» What you will do
Work through the lines below and count those holding "الدمنة"; reply with the number only.

» Records provided
* * * * * * *

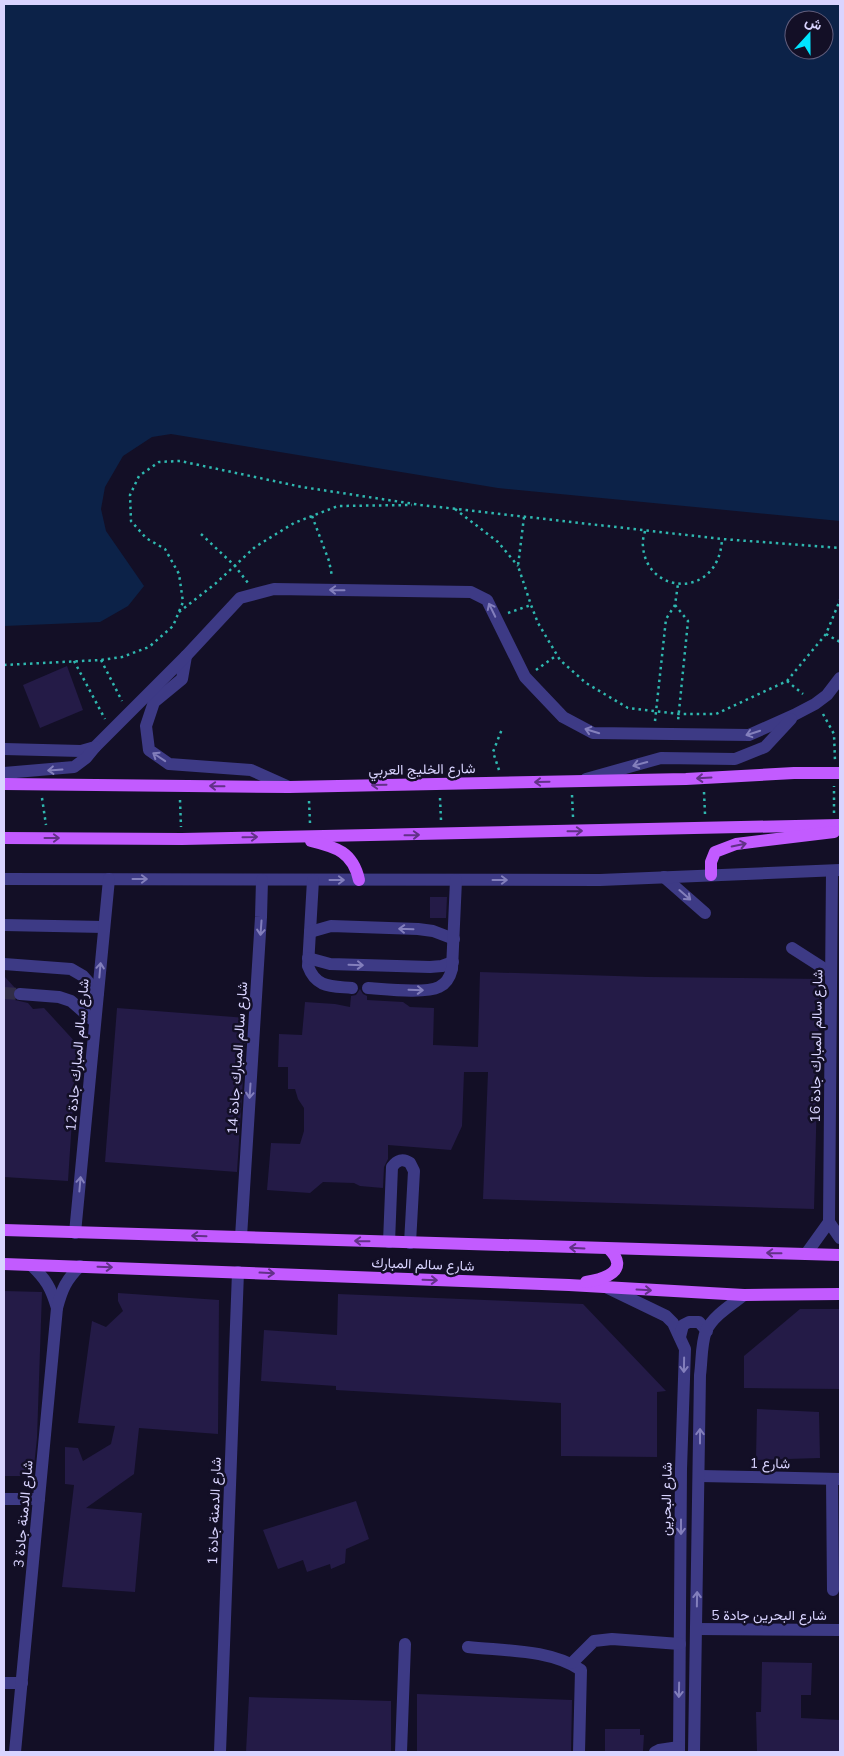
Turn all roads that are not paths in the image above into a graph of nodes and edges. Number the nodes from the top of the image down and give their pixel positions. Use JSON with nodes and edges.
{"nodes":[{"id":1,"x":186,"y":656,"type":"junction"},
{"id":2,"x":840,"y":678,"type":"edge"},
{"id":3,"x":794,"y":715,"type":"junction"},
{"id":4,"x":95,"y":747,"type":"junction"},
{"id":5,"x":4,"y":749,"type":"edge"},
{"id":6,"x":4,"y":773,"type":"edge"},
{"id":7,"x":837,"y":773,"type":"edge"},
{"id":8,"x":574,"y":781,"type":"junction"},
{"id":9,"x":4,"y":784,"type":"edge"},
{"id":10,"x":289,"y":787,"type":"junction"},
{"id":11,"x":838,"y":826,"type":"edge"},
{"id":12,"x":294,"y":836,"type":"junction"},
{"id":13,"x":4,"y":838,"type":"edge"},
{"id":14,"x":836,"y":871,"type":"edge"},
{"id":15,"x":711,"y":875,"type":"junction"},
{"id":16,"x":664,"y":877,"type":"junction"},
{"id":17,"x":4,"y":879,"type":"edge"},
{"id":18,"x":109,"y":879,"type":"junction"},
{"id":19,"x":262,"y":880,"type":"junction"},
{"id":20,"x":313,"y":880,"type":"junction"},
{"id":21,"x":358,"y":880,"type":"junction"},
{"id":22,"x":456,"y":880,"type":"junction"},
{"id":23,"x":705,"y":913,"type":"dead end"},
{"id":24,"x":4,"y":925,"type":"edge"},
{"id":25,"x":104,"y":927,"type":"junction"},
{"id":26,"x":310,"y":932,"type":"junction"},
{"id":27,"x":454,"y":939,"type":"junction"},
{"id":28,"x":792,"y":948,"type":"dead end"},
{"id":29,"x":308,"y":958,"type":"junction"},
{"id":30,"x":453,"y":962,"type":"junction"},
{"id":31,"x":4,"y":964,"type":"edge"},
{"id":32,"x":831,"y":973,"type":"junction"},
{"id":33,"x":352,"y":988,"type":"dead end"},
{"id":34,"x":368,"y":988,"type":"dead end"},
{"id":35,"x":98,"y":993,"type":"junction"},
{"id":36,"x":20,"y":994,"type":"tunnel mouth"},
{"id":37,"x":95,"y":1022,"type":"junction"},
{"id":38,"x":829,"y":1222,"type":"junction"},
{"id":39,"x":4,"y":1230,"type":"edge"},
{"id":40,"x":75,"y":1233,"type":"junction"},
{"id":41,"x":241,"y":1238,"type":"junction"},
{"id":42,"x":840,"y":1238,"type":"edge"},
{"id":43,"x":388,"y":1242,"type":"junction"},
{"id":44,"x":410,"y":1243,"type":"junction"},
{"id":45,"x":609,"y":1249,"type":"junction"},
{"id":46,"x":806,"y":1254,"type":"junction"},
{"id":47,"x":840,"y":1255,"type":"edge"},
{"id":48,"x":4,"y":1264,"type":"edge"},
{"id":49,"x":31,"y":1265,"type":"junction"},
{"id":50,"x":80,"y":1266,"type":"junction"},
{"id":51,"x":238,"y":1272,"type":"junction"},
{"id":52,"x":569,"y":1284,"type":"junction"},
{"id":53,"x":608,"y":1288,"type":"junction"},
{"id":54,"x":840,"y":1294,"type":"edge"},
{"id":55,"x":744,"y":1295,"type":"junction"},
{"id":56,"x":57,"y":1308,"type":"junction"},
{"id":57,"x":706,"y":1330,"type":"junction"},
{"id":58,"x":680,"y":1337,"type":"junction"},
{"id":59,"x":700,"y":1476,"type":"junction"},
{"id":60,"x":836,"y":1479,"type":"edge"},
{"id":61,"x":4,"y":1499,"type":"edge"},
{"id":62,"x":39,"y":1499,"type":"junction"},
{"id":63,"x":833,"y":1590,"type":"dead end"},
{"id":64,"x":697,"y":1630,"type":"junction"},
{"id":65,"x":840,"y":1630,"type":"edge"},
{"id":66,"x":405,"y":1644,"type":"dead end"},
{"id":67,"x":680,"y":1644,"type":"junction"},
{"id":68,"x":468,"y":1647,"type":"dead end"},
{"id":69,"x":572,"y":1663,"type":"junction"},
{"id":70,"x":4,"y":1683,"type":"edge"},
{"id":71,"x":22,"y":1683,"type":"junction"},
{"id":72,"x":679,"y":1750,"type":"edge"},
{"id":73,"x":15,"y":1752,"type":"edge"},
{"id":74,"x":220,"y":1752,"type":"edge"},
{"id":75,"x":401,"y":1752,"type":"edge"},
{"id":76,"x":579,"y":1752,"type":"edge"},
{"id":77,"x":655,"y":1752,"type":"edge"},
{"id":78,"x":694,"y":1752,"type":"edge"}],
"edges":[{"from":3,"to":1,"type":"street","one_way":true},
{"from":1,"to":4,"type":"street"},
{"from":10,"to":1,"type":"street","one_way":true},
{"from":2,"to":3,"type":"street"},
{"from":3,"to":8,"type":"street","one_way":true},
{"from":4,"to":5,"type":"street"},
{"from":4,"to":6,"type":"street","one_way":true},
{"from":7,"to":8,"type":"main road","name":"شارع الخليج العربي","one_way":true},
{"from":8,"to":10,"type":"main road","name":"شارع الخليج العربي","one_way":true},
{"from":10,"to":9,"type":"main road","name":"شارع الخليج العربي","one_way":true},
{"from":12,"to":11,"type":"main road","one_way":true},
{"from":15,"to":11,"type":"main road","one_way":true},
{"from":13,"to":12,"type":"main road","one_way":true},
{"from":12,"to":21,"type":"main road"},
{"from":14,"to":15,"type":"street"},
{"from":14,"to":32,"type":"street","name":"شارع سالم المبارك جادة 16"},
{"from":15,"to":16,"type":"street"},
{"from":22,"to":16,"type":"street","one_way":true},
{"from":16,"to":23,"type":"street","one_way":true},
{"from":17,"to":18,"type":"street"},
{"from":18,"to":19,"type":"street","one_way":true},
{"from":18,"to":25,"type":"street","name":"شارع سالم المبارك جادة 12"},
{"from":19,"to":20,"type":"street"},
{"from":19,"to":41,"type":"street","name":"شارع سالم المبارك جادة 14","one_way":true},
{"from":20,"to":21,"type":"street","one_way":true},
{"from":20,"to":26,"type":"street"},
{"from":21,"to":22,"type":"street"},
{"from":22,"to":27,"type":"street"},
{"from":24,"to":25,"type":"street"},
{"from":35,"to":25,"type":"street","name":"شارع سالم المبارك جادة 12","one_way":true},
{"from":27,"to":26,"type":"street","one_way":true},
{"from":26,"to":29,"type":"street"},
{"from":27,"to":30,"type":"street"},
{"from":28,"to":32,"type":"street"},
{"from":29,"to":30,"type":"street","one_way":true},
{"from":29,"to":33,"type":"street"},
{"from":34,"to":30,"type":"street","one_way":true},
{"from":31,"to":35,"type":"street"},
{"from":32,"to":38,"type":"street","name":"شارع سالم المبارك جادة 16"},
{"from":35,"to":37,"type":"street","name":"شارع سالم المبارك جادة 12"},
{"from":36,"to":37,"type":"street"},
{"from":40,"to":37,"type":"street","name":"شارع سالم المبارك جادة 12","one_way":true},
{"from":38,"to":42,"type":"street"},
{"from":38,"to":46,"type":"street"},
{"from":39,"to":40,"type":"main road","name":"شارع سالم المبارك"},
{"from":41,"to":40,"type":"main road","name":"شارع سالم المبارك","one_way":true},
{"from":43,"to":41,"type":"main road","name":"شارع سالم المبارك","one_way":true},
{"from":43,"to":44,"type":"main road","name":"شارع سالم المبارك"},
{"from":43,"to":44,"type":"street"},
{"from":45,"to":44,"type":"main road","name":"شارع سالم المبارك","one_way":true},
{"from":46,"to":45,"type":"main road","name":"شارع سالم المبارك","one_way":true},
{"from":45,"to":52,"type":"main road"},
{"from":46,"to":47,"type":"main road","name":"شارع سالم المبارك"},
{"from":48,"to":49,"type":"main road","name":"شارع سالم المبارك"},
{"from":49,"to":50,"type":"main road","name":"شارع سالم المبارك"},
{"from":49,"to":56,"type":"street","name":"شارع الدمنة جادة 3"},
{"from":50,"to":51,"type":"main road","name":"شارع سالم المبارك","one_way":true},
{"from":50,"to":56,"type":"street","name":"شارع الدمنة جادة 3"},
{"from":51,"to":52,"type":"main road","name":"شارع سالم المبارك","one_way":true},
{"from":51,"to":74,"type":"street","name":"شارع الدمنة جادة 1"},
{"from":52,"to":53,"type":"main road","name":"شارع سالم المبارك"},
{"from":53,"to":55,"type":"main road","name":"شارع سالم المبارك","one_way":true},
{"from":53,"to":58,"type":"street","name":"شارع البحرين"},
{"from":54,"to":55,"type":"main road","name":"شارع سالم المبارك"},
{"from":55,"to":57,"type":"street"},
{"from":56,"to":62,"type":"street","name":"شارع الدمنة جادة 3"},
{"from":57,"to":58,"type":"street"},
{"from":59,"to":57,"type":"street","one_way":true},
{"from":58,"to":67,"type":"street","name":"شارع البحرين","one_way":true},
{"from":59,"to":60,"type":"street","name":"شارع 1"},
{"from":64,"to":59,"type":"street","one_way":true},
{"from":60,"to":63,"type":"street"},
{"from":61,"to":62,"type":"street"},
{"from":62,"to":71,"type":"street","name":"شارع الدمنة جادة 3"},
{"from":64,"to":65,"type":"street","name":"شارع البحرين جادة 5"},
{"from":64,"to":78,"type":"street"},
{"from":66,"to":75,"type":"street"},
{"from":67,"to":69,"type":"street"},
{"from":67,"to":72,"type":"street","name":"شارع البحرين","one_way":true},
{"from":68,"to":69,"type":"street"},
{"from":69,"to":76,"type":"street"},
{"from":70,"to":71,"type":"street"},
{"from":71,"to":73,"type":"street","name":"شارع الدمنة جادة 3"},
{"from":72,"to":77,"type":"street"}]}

* * * * * * *

» Solved exercise
6